The tragic hit and run is witnessed by Carl Rodd, owner of The New Fat Trout Trailer Park - many have been confused by the location move from Deer Meadow to Twin Peaks but the sign suggests a relocation. Carl, played by the tremendous Harry Dean Stanton, was the last man to have seen Agent Desmond alive before he disappeared in Fire Walk With Me. He's a man who has seen things, "I've already gone places, I just want to stay where I am." he tells the FBI Agents who visited him 25 years previously. Now, Carl rides into town every day to enjoy a coffee and a smoke and get out of the dingy trailer park.
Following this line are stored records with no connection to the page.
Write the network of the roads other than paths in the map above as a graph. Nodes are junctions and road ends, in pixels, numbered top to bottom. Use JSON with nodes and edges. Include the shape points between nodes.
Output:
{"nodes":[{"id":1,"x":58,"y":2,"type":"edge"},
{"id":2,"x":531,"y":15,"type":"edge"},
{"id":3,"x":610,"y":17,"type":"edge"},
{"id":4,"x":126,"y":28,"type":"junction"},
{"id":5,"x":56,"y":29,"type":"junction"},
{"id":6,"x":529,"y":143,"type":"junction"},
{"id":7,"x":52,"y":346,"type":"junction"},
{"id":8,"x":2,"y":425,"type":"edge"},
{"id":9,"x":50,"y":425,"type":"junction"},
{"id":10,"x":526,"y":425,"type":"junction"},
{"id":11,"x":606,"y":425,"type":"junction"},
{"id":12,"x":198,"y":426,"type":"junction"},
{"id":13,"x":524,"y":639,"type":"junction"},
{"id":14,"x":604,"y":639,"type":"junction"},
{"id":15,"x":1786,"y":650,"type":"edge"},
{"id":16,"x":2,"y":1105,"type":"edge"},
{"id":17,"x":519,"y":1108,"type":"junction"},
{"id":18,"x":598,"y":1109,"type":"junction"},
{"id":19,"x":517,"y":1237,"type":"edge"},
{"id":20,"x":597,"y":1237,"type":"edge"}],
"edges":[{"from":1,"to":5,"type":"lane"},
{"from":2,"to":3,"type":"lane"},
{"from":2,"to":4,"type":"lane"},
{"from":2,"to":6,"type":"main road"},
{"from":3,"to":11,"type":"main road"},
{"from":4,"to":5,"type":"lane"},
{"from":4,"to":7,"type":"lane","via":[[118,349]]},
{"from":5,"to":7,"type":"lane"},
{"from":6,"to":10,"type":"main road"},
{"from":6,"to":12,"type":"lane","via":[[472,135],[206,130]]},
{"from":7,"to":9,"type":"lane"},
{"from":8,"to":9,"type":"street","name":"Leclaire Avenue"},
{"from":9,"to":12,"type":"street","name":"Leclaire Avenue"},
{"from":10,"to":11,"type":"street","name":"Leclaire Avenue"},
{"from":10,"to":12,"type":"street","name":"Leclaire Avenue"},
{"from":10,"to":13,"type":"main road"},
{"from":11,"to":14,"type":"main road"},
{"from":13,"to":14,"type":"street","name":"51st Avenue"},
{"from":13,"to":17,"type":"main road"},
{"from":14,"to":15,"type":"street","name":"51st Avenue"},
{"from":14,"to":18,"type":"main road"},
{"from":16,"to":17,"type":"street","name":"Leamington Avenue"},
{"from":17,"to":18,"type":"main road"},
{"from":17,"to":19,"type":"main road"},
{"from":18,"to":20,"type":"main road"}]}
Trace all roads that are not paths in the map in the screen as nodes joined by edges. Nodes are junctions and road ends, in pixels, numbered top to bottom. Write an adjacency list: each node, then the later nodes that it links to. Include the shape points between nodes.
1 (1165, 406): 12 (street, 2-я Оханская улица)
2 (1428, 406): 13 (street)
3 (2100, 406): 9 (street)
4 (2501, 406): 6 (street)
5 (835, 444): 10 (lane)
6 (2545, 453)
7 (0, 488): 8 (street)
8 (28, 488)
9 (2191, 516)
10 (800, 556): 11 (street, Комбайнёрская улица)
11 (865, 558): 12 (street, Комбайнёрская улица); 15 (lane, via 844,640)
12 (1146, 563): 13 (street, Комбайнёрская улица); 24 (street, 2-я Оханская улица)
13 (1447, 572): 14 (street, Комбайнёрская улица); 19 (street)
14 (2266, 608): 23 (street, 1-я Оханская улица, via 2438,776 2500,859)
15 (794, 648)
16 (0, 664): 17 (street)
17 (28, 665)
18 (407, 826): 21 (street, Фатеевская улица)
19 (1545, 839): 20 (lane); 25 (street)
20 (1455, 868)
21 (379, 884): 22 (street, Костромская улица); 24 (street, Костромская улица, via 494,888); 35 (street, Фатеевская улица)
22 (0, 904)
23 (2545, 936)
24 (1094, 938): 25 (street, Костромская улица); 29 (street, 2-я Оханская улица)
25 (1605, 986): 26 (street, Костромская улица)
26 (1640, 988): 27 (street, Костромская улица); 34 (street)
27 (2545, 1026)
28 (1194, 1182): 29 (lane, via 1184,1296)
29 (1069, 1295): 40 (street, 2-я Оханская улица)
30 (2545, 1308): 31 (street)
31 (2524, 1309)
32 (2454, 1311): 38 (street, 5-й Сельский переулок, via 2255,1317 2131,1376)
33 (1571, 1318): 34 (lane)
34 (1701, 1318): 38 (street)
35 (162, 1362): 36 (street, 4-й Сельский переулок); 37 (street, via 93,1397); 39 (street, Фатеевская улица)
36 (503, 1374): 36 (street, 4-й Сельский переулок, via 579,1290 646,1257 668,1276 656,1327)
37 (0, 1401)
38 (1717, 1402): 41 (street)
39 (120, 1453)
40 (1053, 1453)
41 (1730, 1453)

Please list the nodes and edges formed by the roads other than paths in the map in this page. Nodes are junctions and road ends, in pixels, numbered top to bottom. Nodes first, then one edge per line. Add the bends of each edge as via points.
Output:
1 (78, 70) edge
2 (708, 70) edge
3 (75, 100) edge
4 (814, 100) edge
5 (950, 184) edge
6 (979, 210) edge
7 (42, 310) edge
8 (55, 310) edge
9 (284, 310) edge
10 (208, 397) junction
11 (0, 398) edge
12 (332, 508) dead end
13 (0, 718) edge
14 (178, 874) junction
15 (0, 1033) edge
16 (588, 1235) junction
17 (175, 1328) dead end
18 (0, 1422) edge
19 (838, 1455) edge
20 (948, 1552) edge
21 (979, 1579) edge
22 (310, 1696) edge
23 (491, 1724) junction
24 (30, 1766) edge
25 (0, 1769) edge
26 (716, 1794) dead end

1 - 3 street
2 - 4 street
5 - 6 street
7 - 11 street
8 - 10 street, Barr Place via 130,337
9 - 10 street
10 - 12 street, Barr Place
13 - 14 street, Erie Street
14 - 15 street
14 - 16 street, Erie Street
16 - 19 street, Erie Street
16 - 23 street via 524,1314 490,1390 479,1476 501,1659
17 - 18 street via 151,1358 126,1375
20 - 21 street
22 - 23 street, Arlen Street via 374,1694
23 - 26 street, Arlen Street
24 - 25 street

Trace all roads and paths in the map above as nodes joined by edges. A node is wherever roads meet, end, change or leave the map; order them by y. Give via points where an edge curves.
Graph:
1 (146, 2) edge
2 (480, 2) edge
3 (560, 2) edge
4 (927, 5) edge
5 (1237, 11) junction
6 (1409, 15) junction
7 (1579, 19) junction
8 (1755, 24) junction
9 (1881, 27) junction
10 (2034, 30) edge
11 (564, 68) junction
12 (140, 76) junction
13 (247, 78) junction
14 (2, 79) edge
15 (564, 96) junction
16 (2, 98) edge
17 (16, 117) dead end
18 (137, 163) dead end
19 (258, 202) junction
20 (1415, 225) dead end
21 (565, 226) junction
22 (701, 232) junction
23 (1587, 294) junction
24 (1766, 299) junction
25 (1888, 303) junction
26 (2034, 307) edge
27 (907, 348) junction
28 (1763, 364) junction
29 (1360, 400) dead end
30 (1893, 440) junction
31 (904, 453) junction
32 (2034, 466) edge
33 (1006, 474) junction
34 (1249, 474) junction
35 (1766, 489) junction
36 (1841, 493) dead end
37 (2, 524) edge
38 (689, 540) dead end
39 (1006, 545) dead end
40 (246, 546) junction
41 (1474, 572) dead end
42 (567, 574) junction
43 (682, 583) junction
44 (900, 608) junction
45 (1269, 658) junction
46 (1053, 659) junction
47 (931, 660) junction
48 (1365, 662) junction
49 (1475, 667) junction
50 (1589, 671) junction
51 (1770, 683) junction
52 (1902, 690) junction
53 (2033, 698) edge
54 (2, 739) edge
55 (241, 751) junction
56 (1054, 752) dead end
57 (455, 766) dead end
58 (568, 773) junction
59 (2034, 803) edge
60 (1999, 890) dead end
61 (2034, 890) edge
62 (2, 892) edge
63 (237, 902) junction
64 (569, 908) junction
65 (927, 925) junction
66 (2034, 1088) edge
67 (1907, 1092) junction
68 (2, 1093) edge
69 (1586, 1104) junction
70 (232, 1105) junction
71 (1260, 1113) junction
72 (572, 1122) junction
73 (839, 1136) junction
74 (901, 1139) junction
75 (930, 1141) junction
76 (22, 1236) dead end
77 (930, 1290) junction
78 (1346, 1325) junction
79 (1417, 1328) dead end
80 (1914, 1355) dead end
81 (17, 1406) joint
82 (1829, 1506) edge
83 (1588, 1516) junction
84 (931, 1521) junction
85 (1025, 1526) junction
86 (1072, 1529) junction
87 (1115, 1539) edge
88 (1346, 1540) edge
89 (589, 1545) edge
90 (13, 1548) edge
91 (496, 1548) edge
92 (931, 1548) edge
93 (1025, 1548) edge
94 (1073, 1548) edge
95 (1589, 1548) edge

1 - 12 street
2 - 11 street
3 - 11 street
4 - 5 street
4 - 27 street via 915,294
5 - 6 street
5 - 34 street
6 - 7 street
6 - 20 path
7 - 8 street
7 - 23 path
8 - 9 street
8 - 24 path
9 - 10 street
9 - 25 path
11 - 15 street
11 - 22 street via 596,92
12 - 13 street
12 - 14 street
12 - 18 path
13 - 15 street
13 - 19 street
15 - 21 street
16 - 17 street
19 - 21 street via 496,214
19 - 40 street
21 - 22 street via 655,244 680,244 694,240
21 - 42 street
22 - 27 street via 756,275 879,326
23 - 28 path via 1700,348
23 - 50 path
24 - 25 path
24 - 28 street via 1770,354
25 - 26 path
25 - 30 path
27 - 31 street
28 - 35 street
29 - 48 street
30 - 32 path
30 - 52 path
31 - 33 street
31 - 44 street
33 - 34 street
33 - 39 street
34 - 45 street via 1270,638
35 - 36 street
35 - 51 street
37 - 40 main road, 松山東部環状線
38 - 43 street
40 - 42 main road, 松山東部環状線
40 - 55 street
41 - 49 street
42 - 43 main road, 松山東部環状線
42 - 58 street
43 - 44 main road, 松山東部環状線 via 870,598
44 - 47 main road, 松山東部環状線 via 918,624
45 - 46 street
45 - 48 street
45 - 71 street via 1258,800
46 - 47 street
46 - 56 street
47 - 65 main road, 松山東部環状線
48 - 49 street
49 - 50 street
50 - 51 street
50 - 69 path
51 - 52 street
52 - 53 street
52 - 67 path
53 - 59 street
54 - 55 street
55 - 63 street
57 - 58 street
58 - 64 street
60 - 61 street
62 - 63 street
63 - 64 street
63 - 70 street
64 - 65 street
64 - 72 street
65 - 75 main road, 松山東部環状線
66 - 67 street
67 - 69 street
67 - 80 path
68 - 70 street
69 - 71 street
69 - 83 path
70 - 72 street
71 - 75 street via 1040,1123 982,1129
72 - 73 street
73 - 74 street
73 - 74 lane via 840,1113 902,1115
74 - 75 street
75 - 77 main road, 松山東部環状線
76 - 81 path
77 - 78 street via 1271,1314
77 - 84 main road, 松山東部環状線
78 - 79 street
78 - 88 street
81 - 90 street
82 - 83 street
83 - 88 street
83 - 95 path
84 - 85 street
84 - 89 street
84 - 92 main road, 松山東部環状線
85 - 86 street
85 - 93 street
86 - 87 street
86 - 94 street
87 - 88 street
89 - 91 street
When he sees the horrific accident on the crossing, he witnesses the boy's soul float upwards into the atmosphere and unlike all of the bystanders, is urged to be with the grieving mother, staring deeply into her eyes during her distress. This scene has left my brain in meltdown - the heightened emotion, terrible acting from the extras, mythical reference to Fire Walk With Me and Carl's role in this horrible disaster leaves a lot to ponder...

Lynch and Frost are really taking advantage of having no censorship constraints this time around. The hit and run is gruesome but it gets worse when a hitman known as Ike 'The Spike' storms into an office in broad daylight and stabs to death the woman who was attempting to arrange a hit on Dougie Jones. The juxtaposition of a mundane office, hip hop beats playing on the soundtrack and the bloodthirsty ice pick murder is truly disturbing. Next on The Spike's hit list is Dougie Jones so I really hope Cooper listens to The One Armed Man and wakes up before it's too late.

Part 6 ends with another magic coin trick, leading Hawk to discover what I can only assume are the missing pages of Laura Palmer's secret diary. If Laura did what Annie told her to do in her dream and wrote down that "the good Dale is in The Lodge and he can't leave" then maybe Hawk is the man who will find him. I feel that we have been left hovering on a gigantic precipice and events are about to turn really insane. Janey-E was right when she said "this is a dark, dark age we're living in".